The Windsor Royals, originally known simply as Windsor baseball club and formerly the Windsor Engineers is a baseball club that participates in the Greater Brisbane League competition and Brisbane Metro Baseball competition.

==History==
The 1948-1954 Windsor Engineers was the foundation of the Royals club, instituted by local Member of Parliament Bob Windsor. The club held its first official meeting on 5 May 1955 and first match two days later at Spencer Park. By 1958 the club had its first junior team and foundation members Stan Holloway and Eddie Tyler were made life members. In 1962 the club was renamed the Windsor Pepsi Pirates and it leased part of Spencer Park and named it Holloway Field, the ground was officially opened on 10 May 1964. It was also the first field to sell advertising space on its home run fence and brick dugouts The club was renamed the Windsor Royals in 1991.

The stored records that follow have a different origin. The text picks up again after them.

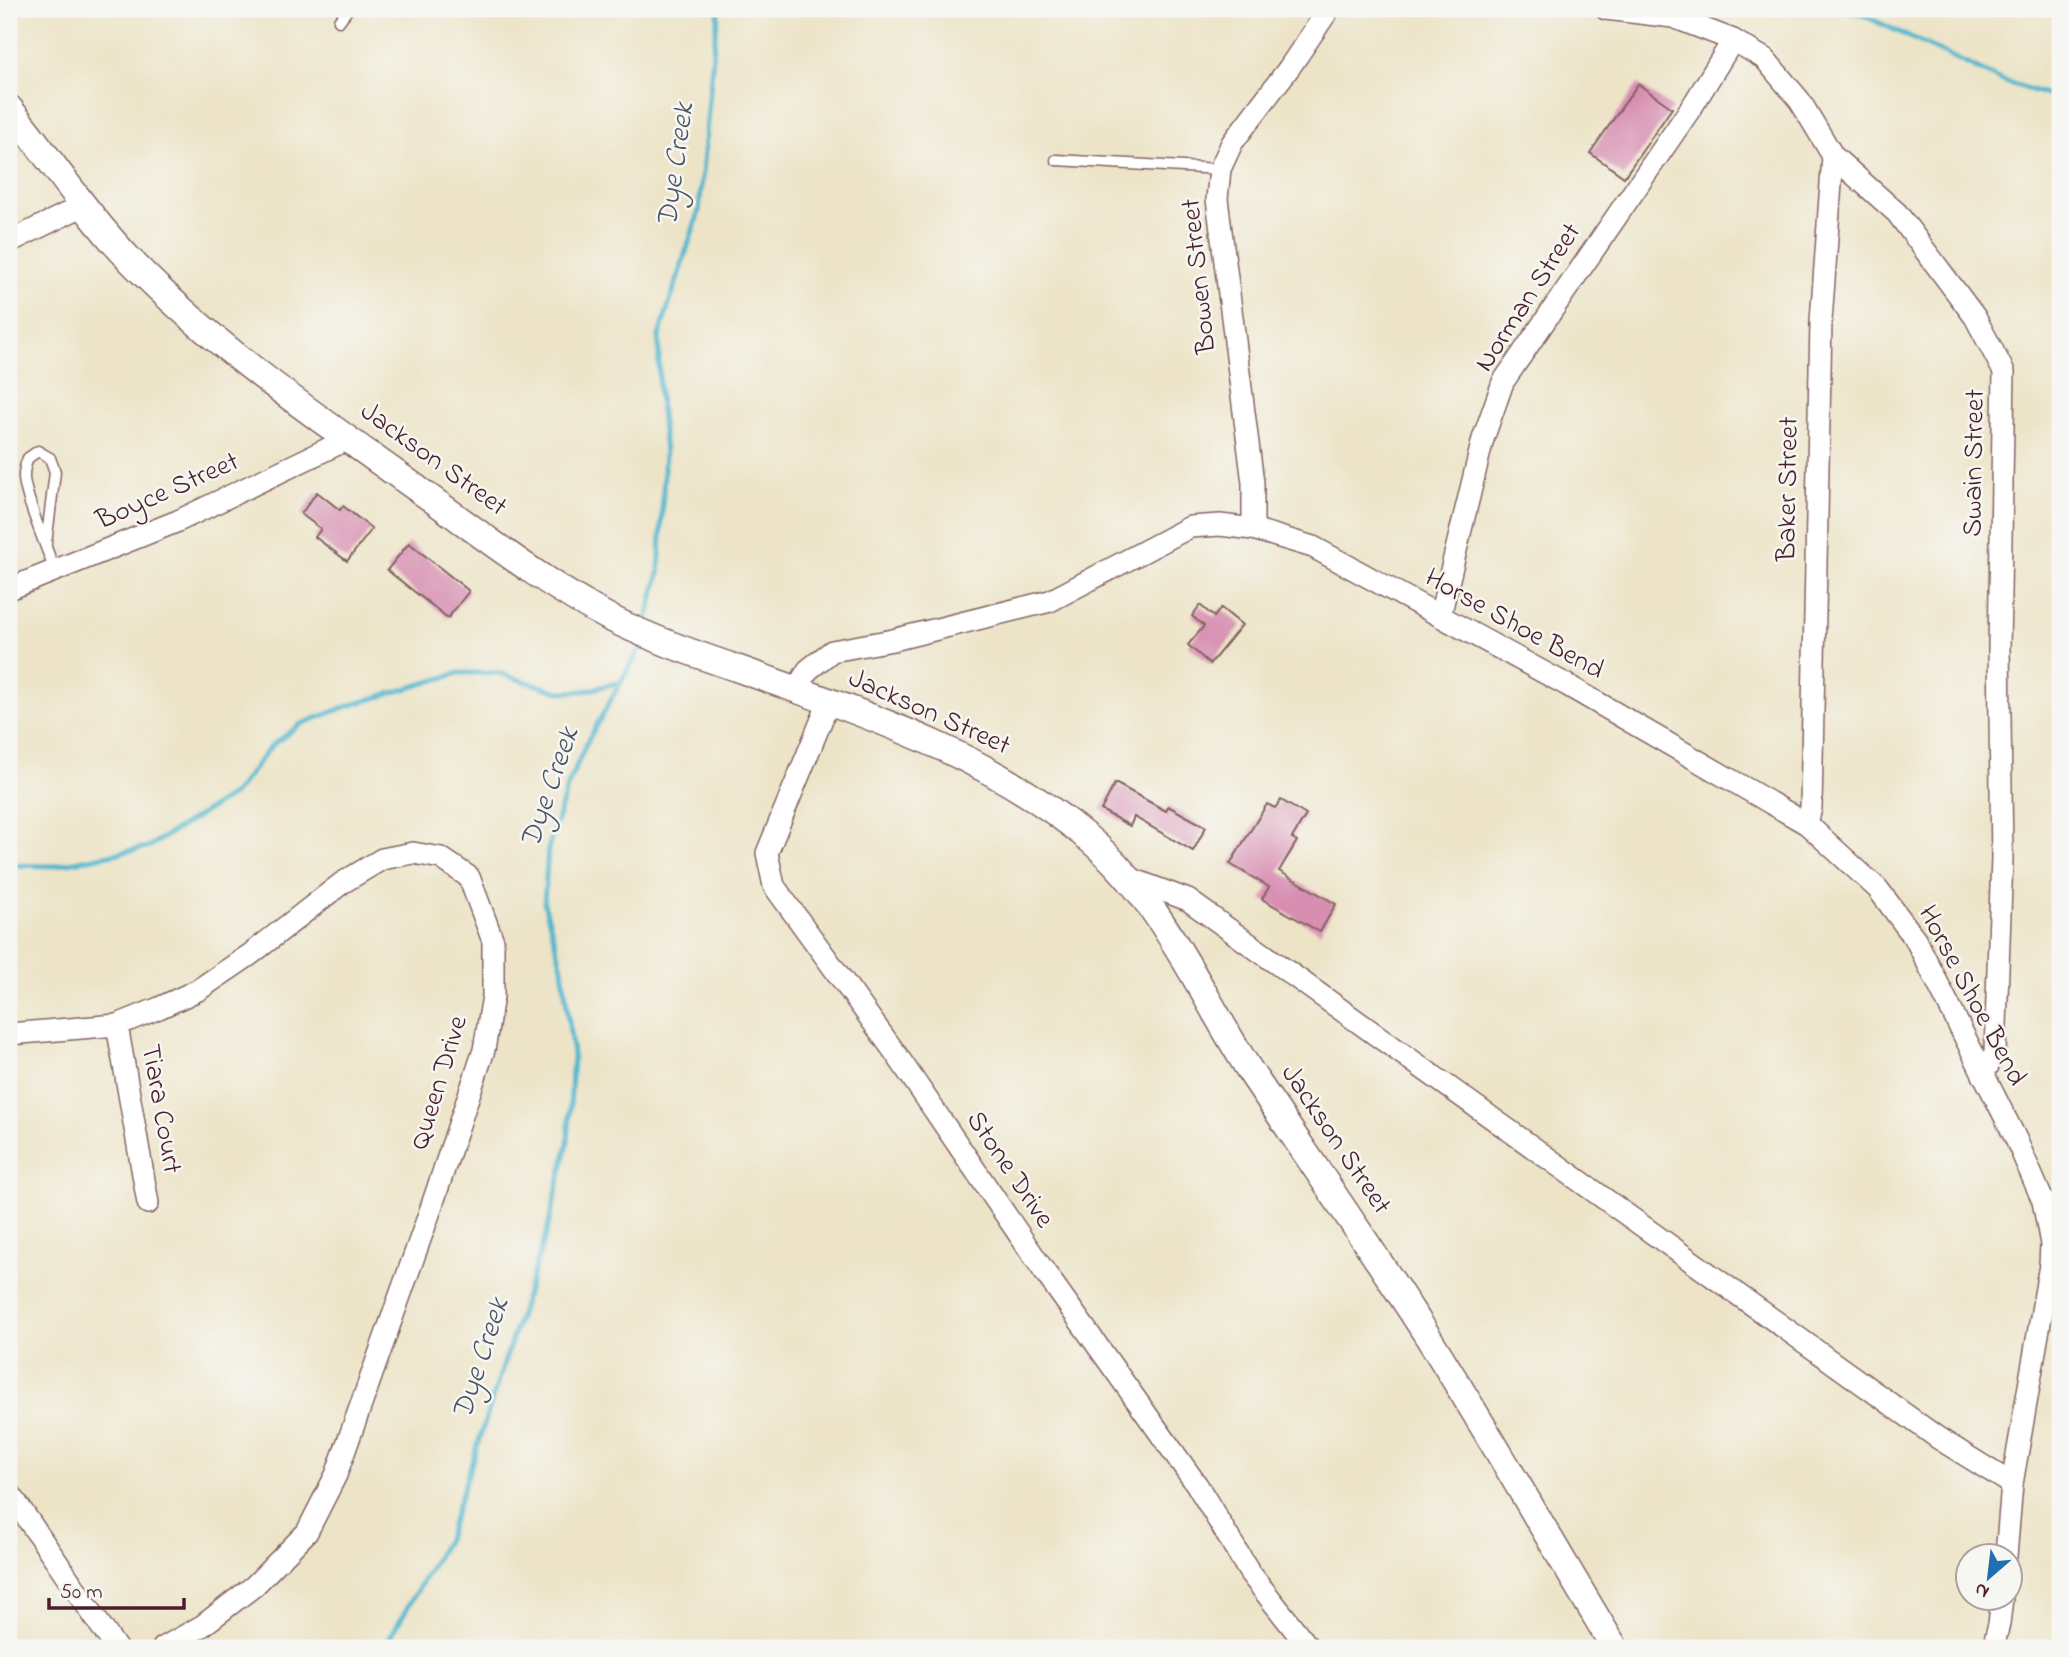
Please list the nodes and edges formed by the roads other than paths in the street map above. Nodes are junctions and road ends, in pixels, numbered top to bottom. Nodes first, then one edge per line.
1 (348, 9) edge
2 (1329, 9) edge
3 (1606, 9) edge
4 (340, 21) dead end
5 (1733, 40) junction
6 (9, 108) edge
7 (1833, 156) junction
8 (1056, 160) dead end
9 (1220, 169) junction
10 (84, 205) junction
11 (9, 242) edge
12 (348, 439) junction
13 (1253, 529) junction
14 (46, 544) junction
15 (55, 571) junction
16 (9, 589) edge
17 (1440, 616) junction
18 (796, 690) junction
19 (829, 702) junction
20 (1807, 824) junction
21 (1132, 880) junction
22 (117, 1025) junction
23 (9, 1034) edge
24 (1983, 1075) junction
25 (148, 1203) dead end
26 (2012, 1484) junction
27 (9, 1492) edge
28 (2007, 1542) edge
29 (2000, 1612) edge
30 (116, 1648) edge
31 (163, 1648) edge
32 (1309, 1648) edge
33 (1615, 1648) edge
34 (1993, 1648) edge

1 - 4 lane
2 - 9 street, Bowen Street
3 - 5 street, Swain Street
5 - 7 street, Swain Street
5 - 17 street, Norman Street
6 - 10 street, Jackson Street
7 - 20 street, Baker Street
7 - 24 street, Swain Street
8 - 9 lane
9 - 13 street, Bowen Street
10 - 11 street
10 - 12 street, Jackson Street
12 - 15 street, Boyce Street
12 - 18 street, Jackson Street
13 - 17 street, Horse Shoe Bend
13 - 18 street, Horse Shoe Bend
14 - 14 lane
14 - 15 lane
15 - 16 street, Boyce Street
17 - 20 street, Horse Shoe Bend
18 - 19 street, Jackson Street
19 - 21 street, Jackson Street
19 - 32 street, Stone Drive
20 - 24 street, Horse Shoe Bend
21 - 26 street
21 - 33 street, Jackson Street
22 - 23 street, Queen Drive
22 - 25 street, Tiara Court
22 - 31 street, Queen Drive
24 - 26 street, Horse Shoe Bend
26 - 28 street, Horse Shoe Bend
27 - 30 street
29 - 34 street

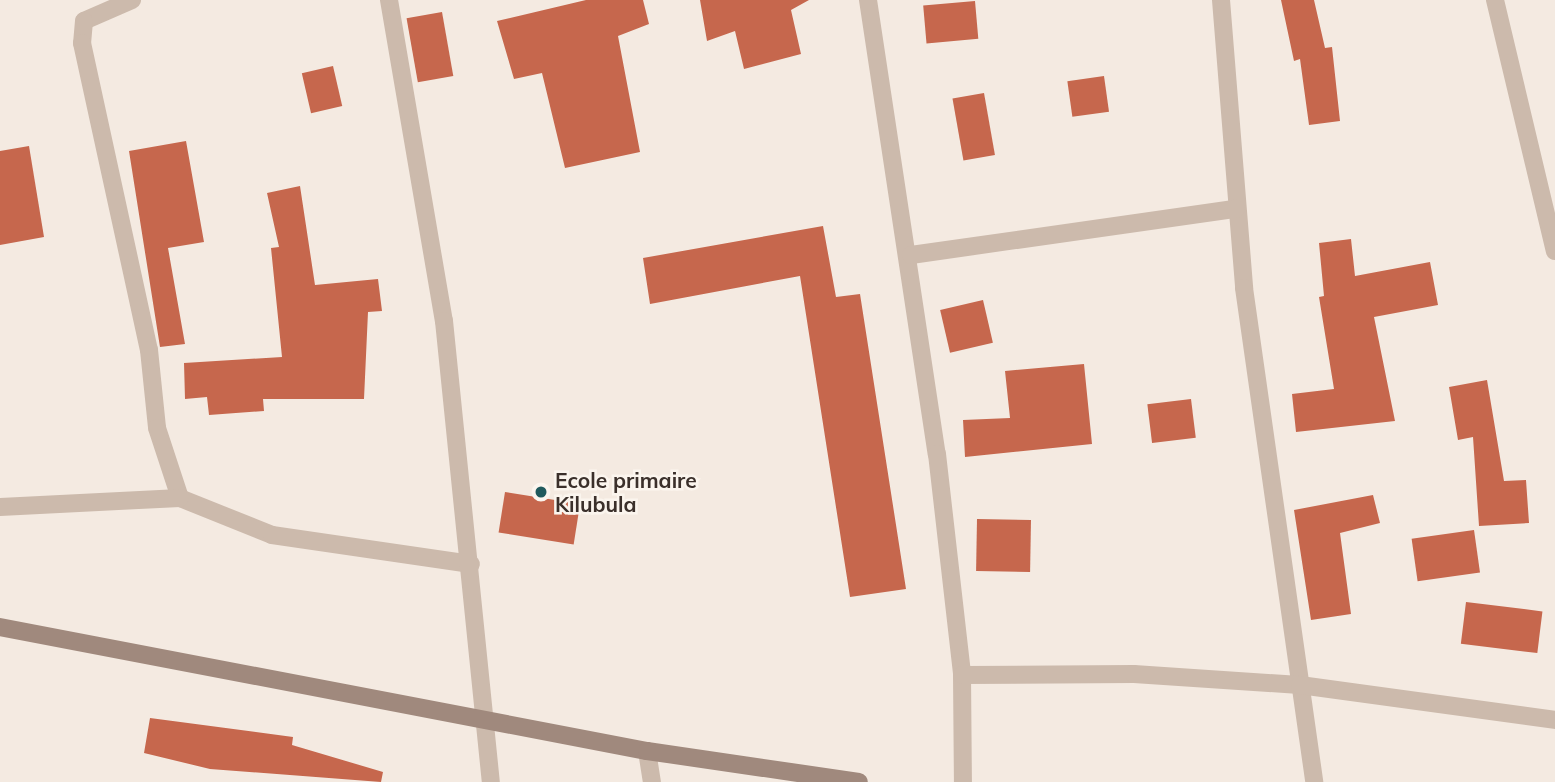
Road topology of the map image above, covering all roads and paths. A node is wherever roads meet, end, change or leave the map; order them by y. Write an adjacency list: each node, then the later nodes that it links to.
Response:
1 (132, 0): 9 (street)
2 (388, 0): 11 (street)
3 (868, 0): 8 (street)
4 (1221, 0): 6 (street)
5 (1495, 0): 7 (street)
6 (1236, 209): 8 (street); 14 (street)
7 (1555, 251)
8 (911, 255): 13 (street)
9 (180, 498): 10 (street); 11 (street)
10 (0, 508)
11 (471, 564): 15 (street)
12 (0, 626): 15 (street)
13 (962, 676): 14 (street); 21 (street)
14 (1300, 685): 16 (street); 22 (street)
15 (482, 717): 17 (street); 18 (street)
16 (1555, 720)
17 (647, 751): 19 (street); 20 (street)
18 (491, 782)
19 (652, 782)
20 (859, 782)
21 (963, 782)
22 (1314, 782)

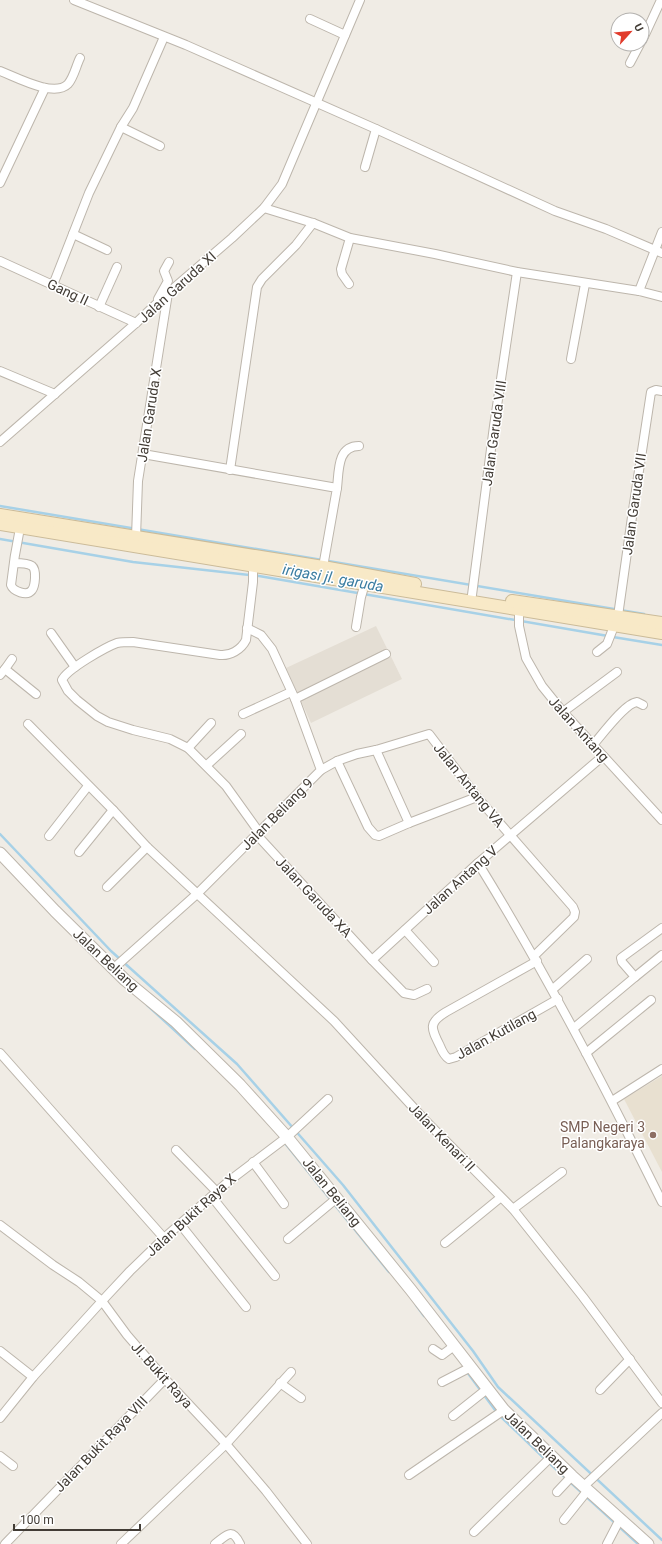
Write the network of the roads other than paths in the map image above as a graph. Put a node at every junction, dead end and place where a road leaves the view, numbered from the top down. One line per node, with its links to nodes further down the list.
1 (74, 0): 7 (street)
2 (360, 0): 6 (street, Jalan Garuda XI)
3 (662, 0): 5 (street)
4 (310, 19): 6 (street)
5 (650, 25)
6 (345, 35): 13 (street, Jalan Garuda XI)
7 (164, 36): 13 (street); 14 (street)
8 (636, 52): 10 (street)
9 (80, 58): 12 (street)
10 (630, 63)
11 (0, 71): 12 (street)
12 (45, 88): 18 (street)
13 (316, 103): 15 (street); 20 (street, Jalan Garuda XI)
14 (121, 127): 16 (street); 23 (street)
15 (376, 129): 17 (street); 26 (street)
16 (160, 146)
17 (365, 167)
18 (2, 173): 19 (street)
19 (0, 183)
20 (264, 208): 21 (street); 35 (street, Jalan Garuda XI)
21 (313, 223): 24 (street); 47 (street)
22 (662, 232): 26 (street)
23 (73, 234): 25 (street); 33 (street)
24 (350, 238): 30 (street); 31 (street)
25 (107, 250)
26 (658, 251): 34 (street)
27 (0, 261): 33 (street, Gang II)
28 (169, 262): 38 (street)
29 (116, 267): 37 (street)
30 (517, 272): 32 (street); 56 (street, Jalan Garuda VIII)
31 (349, 284)
32 (585, 284): 34 (street); 40 (street)
33 (53, 285): 37 (street, Gang II)
34 (639, 291): 36 (street)
35 (168, 293): 38 (street, Jalan Garuda XI); 46 (street, Jalan Garuda X)
36 (662, 297)
37 (99, 307): 39 (street, Gang II)
38 (154, 308): 39 (street, Jalan Garuda XI)
39 (136, 323): 43 (street, Jalan Garuda XI)
40 (571, 359)
41 (0, 371): 43 (street)
42 (662, 391): 61 (street, Jalan Garuda VII)
43 (55, 394): 44 (street, Jalan Garuda XI)
44 (0, 442)
45 (359, 446): 48 (street)
46 (143, 454): 47 (street); 51 (street, Jalan Garuda X)
47 (230, 470): 48 (street)
48 (337, 488): 53 (street)
49 (0, 518): 50 (main road); 51 (main road)
50 (18, 536): 52 (street); 54 (main road)
51 (136, 537): 53 (main road)
52 (14, 562)
53 (323, 567): 55 (main road)
54 (253, 574): 55 (main road); 60 (street, Jalan Garuda XA)
55 (364, 588): 56 (main road); 57 (main road); 59 (street)
56 (472, 595): 61 (main road)
57 (519, 618): 61 (main road); 74 (street, Jalan Antang)
58 (662, 624): 61 (main road)
59 (356, 627)
60 (247, 628): 67 (street, Jalan Garuda XA); 70 (street, Jalan Beliang 9)
61 (613, 629): 63 (main road); 64 (street)
62 (50, 633): 67 (street)
63 (662, 633)
64 (597, 652)
65 (386, 654): 72 (street)
66 (12, 659): 68 (street)
67 (76, 667): 80 (street, Jalan Garuda XA)
68 (2, 672): 71 (street)
69 (617, 672): 74 (street)
70 (291, 692): 72 (street, Jalan Beliang 9); 75 (street)
71 (36, 694)
72 (295, 700): 85 (street, Jalan Beliang 9)
73 (643, 704): 79 (street)
74 (563, 712): 79 (street, Jalan Antang)
75 (243, 714)
76 (211, 723): 80 (street)
77 (28, 724): 86 (street, Jalan Kenari II)
78 (241, 734): 84 (street)
79 (593, 745): 82 (street, Jalan Antang)
80 (188, 748): 84 (street, Jalan Garuda XA)
81 (376, 750): 83 (street); 87 (street, Jalan Antang VA); 90 (street)
82 (603, 756): 89 (street, Jalan Antang); 92 (street, Jalan Antang V)
83 (337, 761): 85 (street); 90 (street)
84 (207, 765): 91 (street, Jalan Garuda XA)
85 (321, 770): 91 (street, Jalan Beliang 9)
86 (88, 786): 88 (street, Jalan Kenari II); 93 (street)
87 (477, 797): 90 (street); 92 (street, Jalan Antang VA)
88 (113, 810): 94 (street, Jalan Kenari II); 95 (street)
89 (662, 820)
90 (409, 823)
91 (258, 833): 99 (street, Jalan Beliang 9); 105 (street, Jalan Garuda XA)
92 (510, 835): 97 (street, Jalan Antang V); 103 (street, Jalan Antang VA)
93 (49, 836)
94 (147, 847): 98 (street); 99 (street, Jalan Kenari II)
95 (79, 852)
96 (0, 853): 107 (street, Jalan Beliang)
97 (478, 863): 101 (street, Jalan Antang V); 103 (street)
98 (107, 887)
99 (198, 893): 107 (street, Jalan Beliang 9); 125 (street, Jalan Kenari II)
100 (662, 928): 108 (street)
101 (405, 930): 105 (street, Jalan Antang V); 106 (street)
102 (662, 955): 108 (street)
103 (535, 959): 110 (street); 111 (street, Jalan Kutilang)
104 (587, 959): 110 (street)
105 (372, 960): 109 (street)
106 (434, 962)
107 (114, 968): 119 (street, Jalan Beliang)
108 (635, 977): 113 (street)
109 (426, 989)
110 (552, 989): 111 (street)
111 (558, 999): 113 (street)
112 (651, 1000): 115 (street)
113 (574, 1028): 115 (street)
114 (0, 1053): 131 (street)
115 (586, 1053): 118 (street)
116 (662, 1069): 118 (street)
117 (328, 1099): 119 (street, Jalan Bukit Raya X)
118 (612, 1101): 126 (street)
119 (287, 1137): 121 (street, Jalan Bukit Raya X); 124 (street, Jalan Beliang)
120 (176, 1150): 123 (street)
121 (253, 1162): 123 (street, Jalan Bukit Raya X); 127 (street)
122 (562, 1172): 128 (street)
123 (215, 1194): 129 (street, Jalan Bukit Raya X); 134 (street)
124 (337, 1198): 132 (street); 137 (street, Jalan Beliang)
125 (500, 1198): 128 (street, Jalan Kenari II); 133 (street)
126 (662, 1202)
127 (284, 1204)
128 (512, 1209): 140 (street, Jalan Kenari II)
129 (180, 1224): 131 (street, Jalan Bukit Raya X); 136 (street)
130 (0, 1225): 135 (street, Jl. Bukit Raya)
131 (164, 1238): 135 (street, Jalan Bukit Raya X)
132 (288, 1240)
133 (445, 1243)
134 (275, 1276)
135 (102, 1301): 143 (street, Jalan Bukit Raya X); 144 (street, Jl. Bukit Raya)
136 (246, 1307)
137 (454, 1346): 138 (street); 141 (street, Jalan Beliang)
138 (433, 1349)
139 (0, 1351): 143 (street)
140 (630, 1359): 148 (street); 150 (street, Jalan Kenari II)
141 (471, 1367): 145 (street); 147 (street, Jalan Beliang)
142 (291, 1372): 146 (street)
143 (33, 1377): 154 (street, Jalan Bukit Raya X)
144 (165, 1379): 155 (street, Jl. Bukit Raya); 167 (street, Jalan Bukit Raya VIII)
145 (442, 1382)
146 (280, 1383): 149 (street); 155 (street)
147 (487, 1389): 151 (street, Jalan Beliang); 153 (street)
148 (600, 1390)
149 (301, 1398)
150 (662, 1403)
151 (504, 1410): 157 (street, Jalan Beliang); 159 (street)
152 (662, 1413): 161 (street)
153 (453, 1416)
154 (0, 1418)
155 (226, 1444): 168 (street); 171 (street, Jl. Bukit Raya)
156 (0, 1456): 158 (street)
157 (552, 1456): 160 (street, Jalan Beliang); 165 (street)
158 (13, 1466)
159 (409, 1475)
160 (572, 1476): 161 (street, Jalan Beliang); 162 (street)
161 (586, 1488): 163 (street, Jalan Beliang); 164 (street)
162 (557, 1492)
163 (620, 1519): 166 (street, Jalan Beliang); 172 (street)
164 (564, 1520)
165 (474, 1532)
166 (643, 1542)
167 (5, 1544)
168 (121, 1544)
169 (215, 1544): 170 (street)
170 (240, 1544)
171 (307, 1544)
172 (607, 1544)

The club had the honour in 1968 to host the second Claxton Shield year for Queensland, the first time a club side has hosted such team on their home ground. Holloway Field has been the venue for many more state games since.

The club's history has included the most Major League Championships in Queensland baseball which now stands at 19, winning in the following years:
1949,
1951,
1952,
1953,
1976,
1978,
1979,
1980,
1981,
2000,
2013,
2014,
2015,
2016,
2017,
2019,
2021,
2023 &
2025

Windsor has also been Runner-up another 16 times in Major League Grand Finals and has made the post season 49 times.

The club has in recent years endured frustration in its quest to win a Major A championship, losing grand finals in 2004, 2010, 2011 and 2012. This broke in 2013 when the Major A team took home the championship with a two-game sweep of Redlands Rays. The team were minor premiers and won a record 21 straight games to take out the championship on 24 March 2013.

The club has also won the Greater Brisbane Baseball Club Champions award 20 times.